Humans Have Blown Past 6 of 9 ‘Planetary Boundaries’: Governments Alone Won’t Fix This

A boy drags possessions through the flooded streets of Manila in the aftermath of a typhoon. Credit: ADB

By Audrone Telesiene
KAUNAS, Lithuania, Jul 21 2025 – Nearly ten years after the Paris Agreement — a legally binding commitment to reduce greenhouse gas emissions — the gap between climate goals and government actions remains stubborn.

The consequences are real: 2024 saw 150 extreme weather events, leading to the highest number of new population displacements recorded in the past 16 years, raised food prices, and hundreds of billions in damages. March 2025 was the warmest March on record in Europe.

Climate stability is only one of nine planetary boundaries critical for long-term human thriving. While governments have shown that international cooperation is possible — the Montreal Protocol on ozone-depleting substances being a notable success — most environmental indicators are moving in the wrong direction.

Audrone Telesiene

Scientists agree: current policies are not keeping pace with accelerating environmental degradation. We’ve already crossed six planetary boundaries and risk breaching more, including those concerning biodiversity, freshwater systems, and ocean acidification. The world remains far from meeting the UN Sustainable Development Goals.

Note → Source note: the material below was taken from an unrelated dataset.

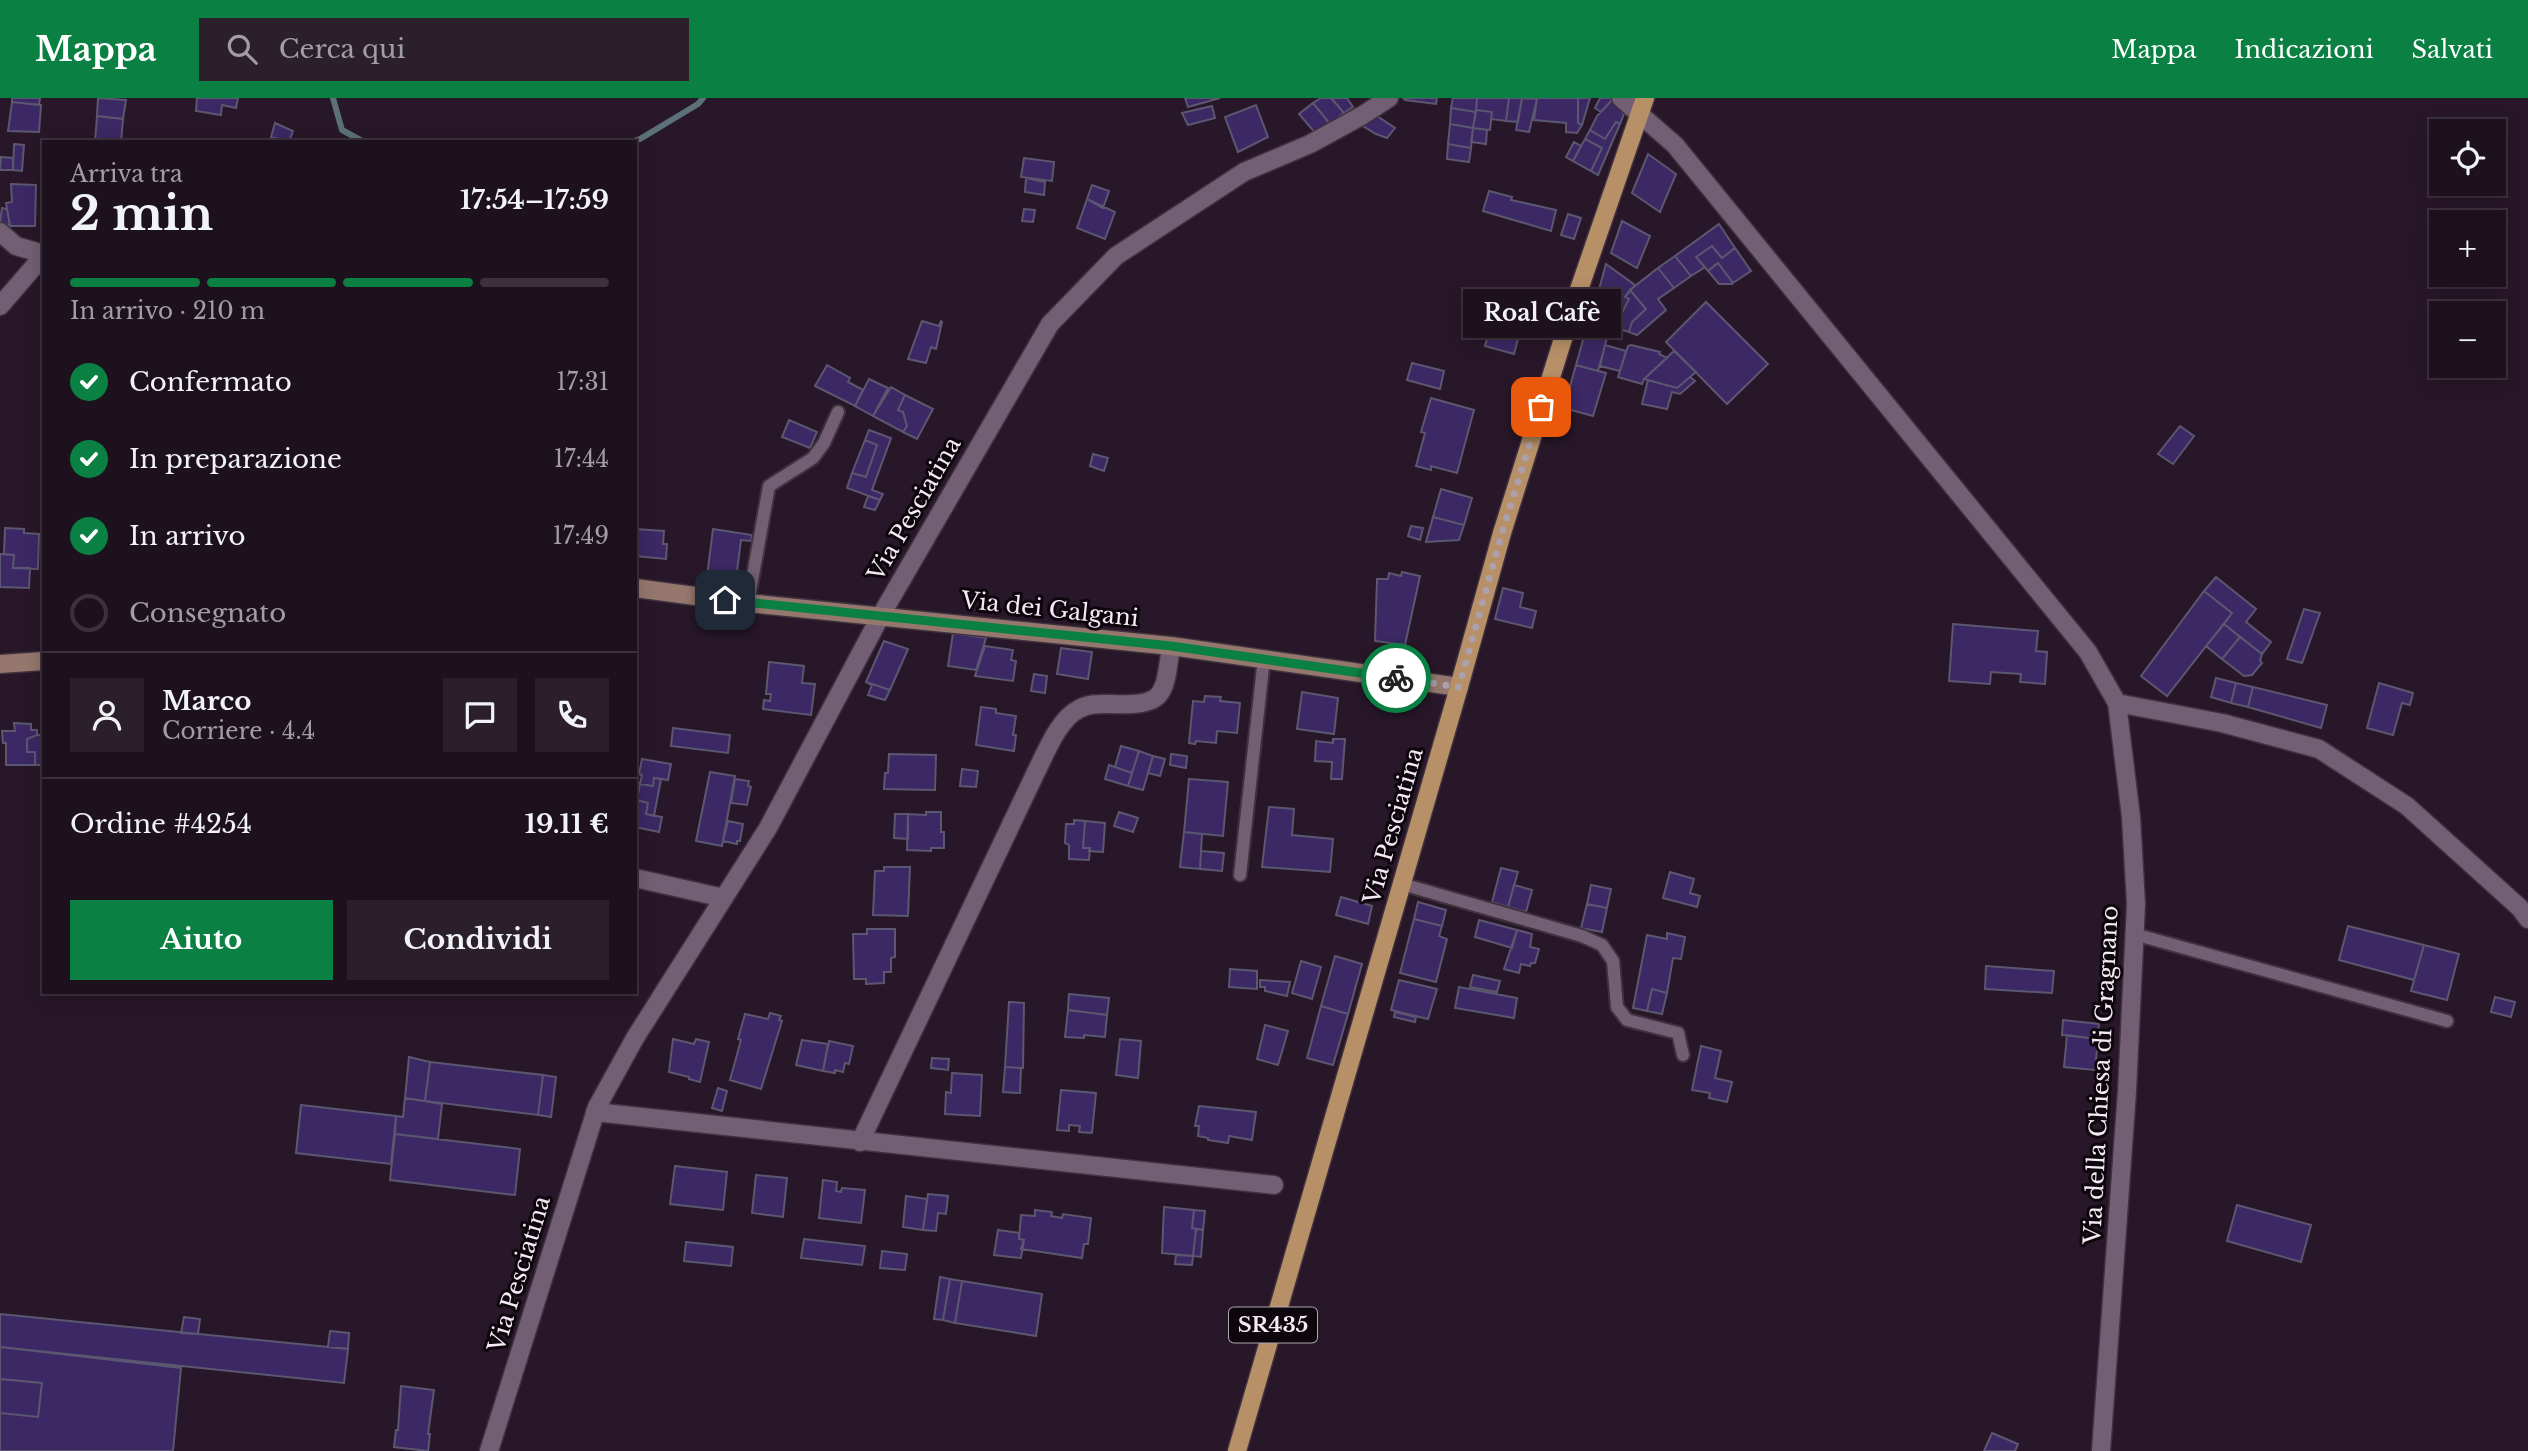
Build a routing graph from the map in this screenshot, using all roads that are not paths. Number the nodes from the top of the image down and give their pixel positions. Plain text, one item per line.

This trend isn’t new, and predates the U.S. withdrawal from the Paris Agreement and rollbacks of environmental regulations in other countries. Political commitments are too often insufficient and frequently allusive.

Safeguarding our planet must therefore go beyond governments. Change requires decisions at every level: mayors, business leaders, civil society, youth, Indigenous Peoples, faith communities, and households all have roles to play.

Even daily choices — what we eat, how we travel, how we manage waste— shape environmental outcomes. These decisions reflect distinct knowledge systems that can strengthen policy both technically and socially. Nature itself may also be seen as a stakeholder in decision-making: recognizing its dynamics leads to better outcomes.

The UN Environment Programme’s Global Environment Outlook (GEO-7), to be launched at the 7th UN Environment Assembly (in December 2025), will highlight this broader, behavior-focused approach. It is asking: How can we engage stakeholders effectively?

Fortunately, there are already inspiring examples. Consider Costa Rica as a case of transformational shifting of some of our deepest societal values. The country aligns its national budget with public and planetary health, at the expense of GDP-based decisions.

High investments in health and education helped generate high-levels of well-being, longer life expectancy, with forest cover increasing from 21 per cent in the 1980s to 50 per cent and almost all electricity coming from renewable energy sources.

In Rosario, Argentina, civic participation drives urban transformation. Participatory budgeting has improved informal settlements and established a thriving urban agriculture movement. Involving citizens enhanced equity, created jobs, and improved food security.

In recent years, Bogotá, Buenos Aires, Lima, and São Paulo have recognized waste pickers as essential service providers. This has improved recycling and waste management of plastic pollution, while promoting dignity and justice for marginalized communities—advancing the circular economy in the process.

In Andhra Pradesh, India, millions of farmers are part of the Zero Budget Natural Farming initiative, reviving traditional, chemical-free agricultural practices. It’s one of the world’s largest agroecological transitions in the making.

With almost 6 out of 10 humans living in cities, the climate leadership of networks like C40, including nearly 100 mayors – is an important solution.

Crises have sparked innovation too. During the COVID-19 pandemic, London’s food insecurity was exposed, catalyzing the formation of resilient networks of urban food governance, including zero-waste ones.

Ecological transformation must now happen at unprecedented speed. But for it to succeed, it must be co-produced by society—embracing diversity in demography, as well as in the knowledge systems we draw from, including Indigenous wisdom, the arts, and science.

We already have many of the technologies needed: we know how to boost crop yields, decarbonize economies, and nourish more people with fewer resources, with much less land, water and other resources.

Notwithstanding the declining support for environmental protection among certain governments, the cases above attest to our ability to develop participatory processes towards a more sustainable future. They prove that meaningful, inclusive progress is possible.

The crisis of climate change, the crisis of nature, land degradation and biodiversity loss, and the crisis of pollution and waste – the terrifying trajectory of crossing our planetary boundaries – underscores the urgency of equitable inclusion.

Let’s not leave transformation to governments alone. The responsibility – and the power – is shared.

Audrone Telesiene is a lead author of the 7th edition of the Global Environment Outlook (GEO-7) and a professor of sociology and communication sciences at Kaunas University of Technology, Lithuania.